On Learning to Code. Or Not.

Alert! Jeff Atwood wrote an excellent post about the “learn to code” movement.

He starts with a tirade full of incredulity about Mayor Bloomberg’s New Years resolution to learn to code with Codeacademy.

“Fortunately, the odds of this technological flight of fancy happening – even in jest – are zero, and for good reason: the mayor of New York City will hopefully spend his time doing the job taxpayers paid him to do instead.”

Let’s put aside the princely sum of $1 that His Honor collects from the job. Let’s even put aside that Mayor Bloomberg is doing exactly what he’s supposed to be doing – promoting New York’s bustling tech industry. More to put aside: our Mayor happens to be a technology pioneer with a ridiculous IQ.

This all comes down to a very difficult question: should people learn nerdy things when they have little use for them, just for the sake of learning.

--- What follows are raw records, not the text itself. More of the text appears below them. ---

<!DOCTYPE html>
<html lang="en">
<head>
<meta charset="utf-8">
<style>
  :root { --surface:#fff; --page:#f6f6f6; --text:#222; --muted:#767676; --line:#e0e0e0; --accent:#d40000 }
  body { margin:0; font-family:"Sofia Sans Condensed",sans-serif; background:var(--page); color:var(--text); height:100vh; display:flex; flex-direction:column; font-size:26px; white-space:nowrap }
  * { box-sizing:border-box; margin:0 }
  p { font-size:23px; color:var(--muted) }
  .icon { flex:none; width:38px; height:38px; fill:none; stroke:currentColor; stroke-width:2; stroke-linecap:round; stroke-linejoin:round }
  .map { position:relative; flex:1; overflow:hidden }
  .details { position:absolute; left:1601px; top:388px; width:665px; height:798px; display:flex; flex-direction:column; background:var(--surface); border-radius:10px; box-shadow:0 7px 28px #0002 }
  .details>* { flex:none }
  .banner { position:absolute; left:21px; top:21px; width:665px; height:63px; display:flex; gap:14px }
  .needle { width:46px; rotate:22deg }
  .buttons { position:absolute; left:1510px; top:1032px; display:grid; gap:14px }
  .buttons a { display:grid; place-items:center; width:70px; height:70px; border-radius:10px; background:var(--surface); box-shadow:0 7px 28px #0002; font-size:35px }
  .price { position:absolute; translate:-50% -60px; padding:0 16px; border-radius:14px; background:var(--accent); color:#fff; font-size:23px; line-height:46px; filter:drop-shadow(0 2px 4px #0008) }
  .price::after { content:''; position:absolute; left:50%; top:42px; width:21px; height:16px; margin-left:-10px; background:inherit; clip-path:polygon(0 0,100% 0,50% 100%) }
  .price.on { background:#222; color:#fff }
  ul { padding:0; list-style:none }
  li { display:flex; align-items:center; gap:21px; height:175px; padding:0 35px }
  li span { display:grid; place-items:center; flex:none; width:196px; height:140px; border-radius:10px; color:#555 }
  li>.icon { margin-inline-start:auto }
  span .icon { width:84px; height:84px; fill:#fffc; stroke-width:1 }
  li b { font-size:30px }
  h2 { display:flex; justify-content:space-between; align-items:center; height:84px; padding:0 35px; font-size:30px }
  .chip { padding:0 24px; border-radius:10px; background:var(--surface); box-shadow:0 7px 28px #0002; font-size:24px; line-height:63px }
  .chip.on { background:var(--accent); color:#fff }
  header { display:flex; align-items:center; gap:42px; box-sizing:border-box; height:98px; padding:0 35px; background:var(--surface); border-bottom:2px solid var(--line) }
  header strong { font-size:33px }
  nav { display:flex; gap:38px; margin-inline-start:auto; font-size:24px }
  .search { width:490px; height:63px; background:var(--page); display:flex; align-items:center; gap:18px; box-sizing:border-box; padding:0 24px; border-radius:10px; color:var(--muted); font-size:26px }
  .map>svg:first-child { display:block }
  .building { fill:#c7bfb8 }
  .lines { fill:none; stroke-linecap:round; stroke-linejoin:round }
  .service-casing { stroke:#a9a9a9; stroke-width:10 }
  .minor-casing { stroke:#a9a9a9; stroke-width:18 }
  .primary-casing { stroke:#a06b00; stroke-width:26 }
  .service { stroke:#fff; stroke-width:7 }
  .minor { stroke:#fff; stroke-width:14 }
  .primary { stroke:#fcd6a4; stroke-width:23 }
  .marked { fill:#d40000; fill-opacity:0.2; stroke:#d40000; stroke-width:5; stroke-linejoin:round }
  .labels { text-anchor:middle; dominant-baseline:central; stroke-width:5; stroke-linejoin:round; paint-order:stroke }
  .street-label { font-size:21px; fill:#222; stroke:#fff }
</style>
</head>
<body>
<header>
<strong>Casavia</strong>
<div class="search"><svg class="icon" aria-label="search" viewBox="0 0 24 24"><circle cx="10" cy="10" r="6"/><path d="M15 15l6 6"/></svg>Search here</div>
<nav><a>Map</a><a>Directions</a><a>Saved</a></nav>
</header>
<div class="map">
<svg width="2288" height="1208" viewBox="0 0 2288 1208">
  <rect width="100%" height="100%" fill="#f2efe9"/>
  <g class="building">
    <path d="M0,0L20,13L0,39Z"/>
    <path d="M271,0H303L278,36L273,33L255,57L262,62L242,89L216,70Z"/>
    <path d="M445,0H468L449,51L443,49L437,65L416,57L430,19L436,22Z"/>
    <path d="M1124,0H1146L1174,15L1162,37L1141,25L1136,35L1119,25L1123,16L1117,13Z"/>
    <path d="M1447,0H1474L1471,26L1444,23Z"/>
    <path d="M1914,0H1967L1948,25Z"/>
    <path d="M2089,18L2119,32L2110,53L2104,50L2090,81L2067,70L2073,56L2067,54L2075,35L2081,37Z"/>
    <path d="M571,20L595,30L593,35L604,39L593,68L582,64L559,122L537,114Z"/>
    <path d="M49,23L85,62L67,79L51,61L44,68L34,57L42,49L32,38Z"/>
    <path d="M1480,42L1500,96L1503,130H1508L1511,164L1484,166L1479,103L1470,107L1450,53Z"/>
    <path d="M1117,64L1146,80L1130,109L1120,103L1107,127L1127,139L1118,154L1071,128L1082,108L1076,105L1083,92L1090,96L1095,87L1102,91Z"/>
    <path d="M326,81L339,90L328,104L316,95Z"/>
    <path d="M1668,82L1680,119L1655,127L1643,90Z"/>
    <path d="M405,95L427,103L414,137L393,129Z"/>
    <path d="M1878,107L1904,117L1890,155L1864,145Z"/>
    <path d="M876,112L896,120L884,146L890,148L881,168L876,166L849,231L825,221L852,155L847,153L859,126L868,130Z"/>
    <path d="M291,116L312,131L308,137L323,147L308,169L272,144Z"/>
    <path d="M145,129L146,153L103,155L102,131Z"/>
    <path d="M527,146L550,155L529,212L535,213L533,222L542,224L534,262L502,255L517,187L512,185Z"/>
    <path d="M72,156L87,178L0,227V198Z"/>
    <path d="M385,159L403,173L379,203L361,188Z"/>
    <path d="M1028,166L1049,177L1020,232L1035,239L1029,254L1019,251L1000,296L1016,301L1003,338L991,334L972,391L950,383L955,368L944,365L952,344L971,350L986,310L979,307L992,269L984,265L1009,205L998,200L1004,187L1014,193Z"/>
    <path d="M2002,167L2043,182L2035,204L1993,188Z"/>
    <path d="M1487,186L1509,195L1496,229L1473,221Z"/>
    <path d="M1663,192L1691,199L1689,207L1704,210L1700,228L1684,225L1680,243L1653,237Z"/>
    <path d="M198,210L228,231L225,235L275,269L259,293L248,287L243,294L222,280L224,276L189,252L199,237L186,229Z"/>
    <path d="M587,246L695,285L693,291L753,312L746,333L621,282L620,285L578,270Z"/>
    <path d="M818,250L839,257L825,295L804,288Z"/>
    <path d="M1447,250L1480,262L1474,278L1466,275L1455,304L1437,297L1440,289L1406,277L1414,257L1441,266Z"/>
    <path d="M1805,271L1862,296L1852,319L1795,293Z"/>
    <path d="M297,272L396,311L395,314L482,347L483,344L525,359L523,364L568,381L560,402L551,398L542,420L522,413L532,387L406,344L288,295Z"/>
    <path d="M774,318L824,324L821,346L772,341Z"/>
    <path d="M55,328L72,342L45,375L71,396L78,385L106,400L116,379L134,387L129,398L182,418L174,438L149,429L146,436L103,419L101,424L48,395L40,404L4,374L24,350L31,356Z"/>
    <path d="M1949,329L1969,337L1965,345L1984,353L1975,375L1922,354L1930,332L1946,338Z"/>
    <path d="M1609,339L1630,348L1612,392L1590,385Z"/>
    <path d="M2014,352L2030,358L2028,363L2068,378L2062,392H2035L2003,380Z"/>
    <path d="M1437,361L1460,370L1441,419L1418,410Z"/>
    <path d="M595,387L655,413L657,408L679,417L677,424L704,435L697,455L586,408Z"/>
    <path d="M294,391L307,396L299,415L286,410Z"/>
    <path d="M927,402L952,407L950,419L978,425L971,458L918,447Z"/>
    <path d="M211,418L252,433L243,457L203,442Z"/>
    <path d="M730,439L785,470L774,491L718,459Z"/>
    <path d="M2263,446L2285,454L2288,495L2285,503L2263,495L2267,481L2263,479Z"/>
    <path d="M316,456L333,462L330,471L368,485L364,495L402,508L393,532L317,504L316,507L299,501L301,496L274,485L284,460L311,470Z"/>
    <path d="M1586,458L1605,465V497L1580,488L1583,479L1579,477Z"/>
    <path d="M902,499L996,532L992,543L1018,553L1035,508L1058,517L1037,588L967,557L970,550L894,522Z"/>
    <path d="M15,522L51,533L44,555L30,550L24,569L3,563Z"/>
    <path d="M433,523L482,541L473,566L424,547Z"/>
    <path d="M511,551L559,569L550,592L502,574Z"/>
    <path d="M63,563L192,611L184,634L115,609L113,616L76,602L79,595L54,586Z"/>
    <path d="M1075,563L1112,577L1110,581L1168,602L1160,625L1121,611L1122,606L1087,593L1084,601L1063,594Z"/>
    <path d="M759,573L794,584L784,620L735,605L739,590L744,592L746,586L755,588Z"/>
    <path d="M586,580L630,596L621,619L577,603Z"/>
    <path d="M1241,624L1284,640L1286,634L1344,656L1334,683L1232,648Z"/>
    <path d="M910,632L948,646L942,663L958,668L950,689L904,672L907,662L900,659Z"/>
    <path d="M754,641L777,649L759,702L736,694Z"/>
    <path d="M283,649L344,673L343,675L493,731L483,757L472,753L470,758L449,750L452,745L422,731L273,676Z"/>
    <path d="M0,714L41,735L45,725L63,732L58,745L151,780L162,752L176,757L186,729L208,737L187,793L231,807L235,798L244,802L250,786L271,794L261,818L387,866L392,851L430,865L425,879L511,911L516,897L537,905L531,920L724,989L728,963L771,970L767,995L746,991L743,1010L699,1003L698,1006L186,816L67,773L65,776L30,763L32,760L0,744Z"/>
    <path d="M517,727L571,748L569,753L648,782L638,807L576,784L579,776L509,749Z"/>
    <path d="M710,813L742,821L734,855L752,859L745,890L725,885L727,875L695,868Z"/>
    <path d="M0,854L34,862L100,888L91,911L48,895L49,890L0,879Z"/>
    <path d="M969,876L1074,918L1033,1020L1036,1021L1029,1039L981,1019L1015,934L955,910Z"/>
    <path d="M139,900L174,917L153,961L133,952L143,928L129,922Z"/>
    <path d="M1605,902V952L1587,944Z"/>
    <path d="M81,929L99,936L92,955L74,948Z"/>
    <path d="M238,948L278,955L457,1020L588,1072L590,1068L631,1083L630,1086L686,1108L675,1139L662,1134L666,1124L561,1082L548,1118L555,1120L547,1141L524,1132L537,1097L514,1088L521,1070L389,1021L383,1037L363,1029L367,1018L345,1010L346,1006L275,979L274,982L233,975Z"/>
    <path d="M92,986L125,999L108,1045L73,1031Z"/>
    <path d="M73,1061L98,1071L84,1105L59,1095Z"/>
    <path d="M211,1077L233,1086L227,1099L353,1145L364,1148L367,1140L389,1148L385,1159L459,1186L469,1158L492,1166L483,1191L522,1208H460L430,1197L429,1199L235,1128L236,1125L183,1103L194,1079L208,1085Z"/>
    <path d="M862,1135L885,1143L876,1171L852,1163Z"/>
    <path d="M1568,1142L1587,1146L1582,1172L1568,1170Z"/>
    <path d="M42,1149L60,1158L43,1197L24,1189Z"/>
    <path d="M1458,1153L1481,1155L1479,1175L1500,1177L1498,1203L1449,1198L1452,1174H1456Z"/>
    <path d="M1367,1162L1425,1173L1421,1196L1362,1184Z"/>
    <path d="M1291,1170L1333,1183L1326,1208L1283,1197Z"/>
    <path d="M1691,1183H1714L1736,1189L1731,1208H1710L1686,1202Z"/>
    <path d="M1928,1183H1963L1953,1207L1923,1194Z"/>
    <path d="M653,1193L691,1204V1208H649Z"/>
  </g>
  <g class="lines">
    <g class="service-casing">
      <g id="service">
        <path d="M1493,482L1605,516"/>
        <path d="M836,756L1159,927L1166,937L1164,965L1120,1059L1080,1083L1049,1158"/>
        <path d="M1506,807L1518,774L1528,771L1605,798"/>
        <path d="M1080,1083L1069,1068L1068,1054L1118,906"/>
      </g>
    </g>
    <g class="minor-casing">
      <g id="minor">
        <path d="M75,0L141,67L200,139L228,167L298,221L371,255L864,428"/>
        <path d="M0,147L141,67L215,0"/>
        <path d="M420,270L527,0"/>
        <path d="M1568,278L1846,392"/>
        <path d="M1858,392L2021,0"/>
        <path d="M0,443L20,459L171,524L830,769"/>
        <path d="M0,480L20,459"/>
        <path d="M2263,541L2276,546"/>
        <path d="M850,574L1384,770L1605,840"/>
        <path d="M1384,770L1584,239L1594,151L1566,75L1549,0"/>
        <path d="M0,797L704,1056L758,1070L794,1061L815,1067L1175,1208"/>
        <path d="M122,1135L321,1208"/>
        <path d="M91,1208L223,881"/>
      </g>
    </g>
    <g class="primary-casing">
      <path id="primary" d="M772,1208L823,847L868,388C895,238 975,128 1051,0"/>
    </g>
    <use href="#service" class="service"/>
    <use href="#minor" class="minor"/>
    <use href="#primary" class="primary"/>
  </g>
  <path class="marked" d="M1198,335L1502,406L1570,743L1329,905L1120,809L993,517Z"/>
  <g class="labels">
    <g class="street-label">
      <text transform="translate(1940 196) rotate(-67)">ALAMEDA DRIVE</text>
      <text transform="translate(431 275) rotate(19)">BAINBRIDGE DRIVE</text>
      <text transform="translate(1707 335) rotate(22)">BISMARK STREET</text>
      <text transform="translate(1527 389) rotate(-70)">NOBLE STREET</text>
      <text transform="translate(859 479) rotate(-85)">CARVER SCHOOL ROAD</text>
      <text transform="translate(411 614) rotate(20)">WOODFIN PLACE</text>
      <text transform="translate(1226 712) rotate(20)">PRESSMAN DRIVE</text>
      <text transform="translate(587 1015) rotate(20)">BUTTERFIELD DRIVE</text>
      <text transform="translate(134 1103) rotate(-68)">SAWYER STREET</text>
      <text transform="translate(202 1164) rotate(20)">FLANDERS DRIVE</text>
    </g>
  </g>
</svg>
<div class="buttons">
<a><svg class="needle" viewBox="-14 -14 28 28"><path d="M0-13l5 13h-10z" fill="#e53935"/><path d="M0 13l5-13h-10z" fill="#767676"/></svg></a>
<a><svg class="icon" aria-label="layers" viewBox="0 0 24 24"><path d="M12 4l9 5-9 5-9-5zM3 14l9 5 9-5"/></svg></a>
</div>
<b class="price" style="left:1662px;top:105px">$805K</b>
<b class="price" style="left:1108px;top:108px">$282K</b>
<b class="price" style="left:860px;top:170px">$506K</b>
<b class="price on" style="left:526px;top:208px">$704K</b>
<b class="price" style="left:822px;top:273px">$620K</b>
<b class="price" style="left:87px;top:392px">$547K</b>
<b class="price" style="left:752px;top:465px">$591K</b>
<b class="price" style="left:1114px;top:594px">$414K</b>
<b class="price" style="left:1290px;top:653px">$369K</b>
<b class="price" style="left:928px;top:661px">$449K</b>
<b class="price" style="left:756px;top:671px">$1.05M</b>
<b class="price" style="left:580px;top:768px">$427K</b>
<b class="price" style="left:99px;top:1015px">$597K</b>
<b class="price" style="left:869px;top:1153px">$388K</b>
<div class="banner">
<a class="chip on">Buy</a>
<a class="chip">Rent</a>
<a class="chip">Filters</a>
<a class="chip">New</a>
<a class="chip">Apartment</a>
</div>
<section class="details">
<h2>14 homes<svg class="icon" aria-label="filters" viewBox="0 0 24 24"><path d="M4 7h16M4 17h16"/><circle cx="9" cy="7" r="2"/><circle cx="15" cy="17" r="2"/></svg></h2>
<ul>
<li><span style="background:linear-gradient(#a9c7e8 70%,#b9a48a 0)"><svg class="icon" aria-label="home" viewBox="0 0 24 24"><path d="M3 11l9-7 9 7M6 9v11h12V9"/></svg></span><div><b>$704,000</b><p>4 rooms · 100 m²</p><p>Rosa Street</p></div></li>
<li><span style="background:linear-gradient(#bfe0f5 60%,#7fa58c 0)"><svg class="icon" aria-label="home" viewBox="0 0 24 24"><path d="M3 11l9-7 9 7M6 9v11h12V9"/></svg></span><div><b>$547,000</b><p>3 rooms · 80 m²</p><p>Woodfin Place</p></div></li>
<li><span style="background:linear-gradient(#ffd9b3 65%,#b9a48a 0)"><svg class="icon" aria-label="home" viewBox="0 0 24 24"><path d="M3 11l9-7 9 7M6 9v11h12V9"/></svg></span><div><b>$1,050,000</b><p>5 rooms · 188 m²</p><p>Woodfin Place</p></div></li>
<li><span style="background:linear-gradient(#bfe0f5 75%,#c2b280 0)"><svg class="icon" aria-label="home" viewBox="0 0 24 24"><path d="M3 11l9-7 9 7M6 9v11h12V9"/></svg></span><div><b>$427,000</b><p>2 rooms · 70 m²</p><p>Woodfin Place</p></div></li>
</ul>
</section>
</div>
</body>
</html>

I remember a Livejournal discussion that was hashed over and over in the Russian-speaking community. A math teacher was stumped by a question from his student: why was she supposed to learn about trigonometry when she wanted to become a beautician. The teacher did not come up with a good answer, but the livejournalers did dig up some awesome reasons. One well meaning pro-education-for-the-sake-of-education zelot said something to this effect: well, if you work with nail polish, tangents and cotangents figure prominently in formulas that deal with reflectiveness of thin films. That will lead to a greater understanding of how and why nail polish looks the way it does.

On the surface it may seem that Mayor Bloomberg has about as much need to know how to code as much as a beautician needs to know about sines and cosines.

There’s more: executives who learned a little bit about writing code at some point tend to say the following phrase “oh, I don’t know much about writing code, just enough to be dangerous”. They say it with this look on their faces:

Jeff takes this further with the plumbing analogy: since almost everyone has a toilet, should everyone take a course at toiletacademy.com and spend several weeks learning plumbing?

Normally I’m against education for the sake of education. I once argued for a whole hour with a co-worker who felt that _any_ education is worth _any_ amount of money. I did not know at the time that he held degrees in Psychology of Human Sexuality, Biology, Sociology and Communications. He must have been on to something: he made an amazing career while mine took a nosedive soon after that discussion.

Here’s where Jeff is wrong (I know, this is shocking, Jeff being all wrong and such): it is better to push people to learn incongruous things then to tell them that this is a bad idea. Steve Jobs learned calligraphy in college and it turned out to be super useful. He might not have become a master calligrapher, but man, did that piece of esoteric knowledge change the world.

When I was in college I badly wanted to take a scientific glass blowing class, but did not. I deeply regret that.

Are there people who learned plumbing from This Old House annoying contractors? Yes. Are self-install refrigerator ice maker lines causing millions in water damage? Yes. Is the world better off because Richard Trethewey taught it some plumbing? Absolutely.

If anything, attempting to learn to code will make people more compassionate towards coders. I do believe that people who are not already drawn to programming are not likely to become programmers, more than that, they are not likely to sit through a whole RoR bootcamp or worse. Learn to code movement is not likely to lure in bad programmers, but it might give people some understanding of what coders go through and maybe be more hesitant to have loud yelling-on-the-phone sessions near their cubes. Mayor Bloomberg, who enforces open workspace policies everywhere he works, might understand why programmers need offices. Jeff, let His Honor code a bit.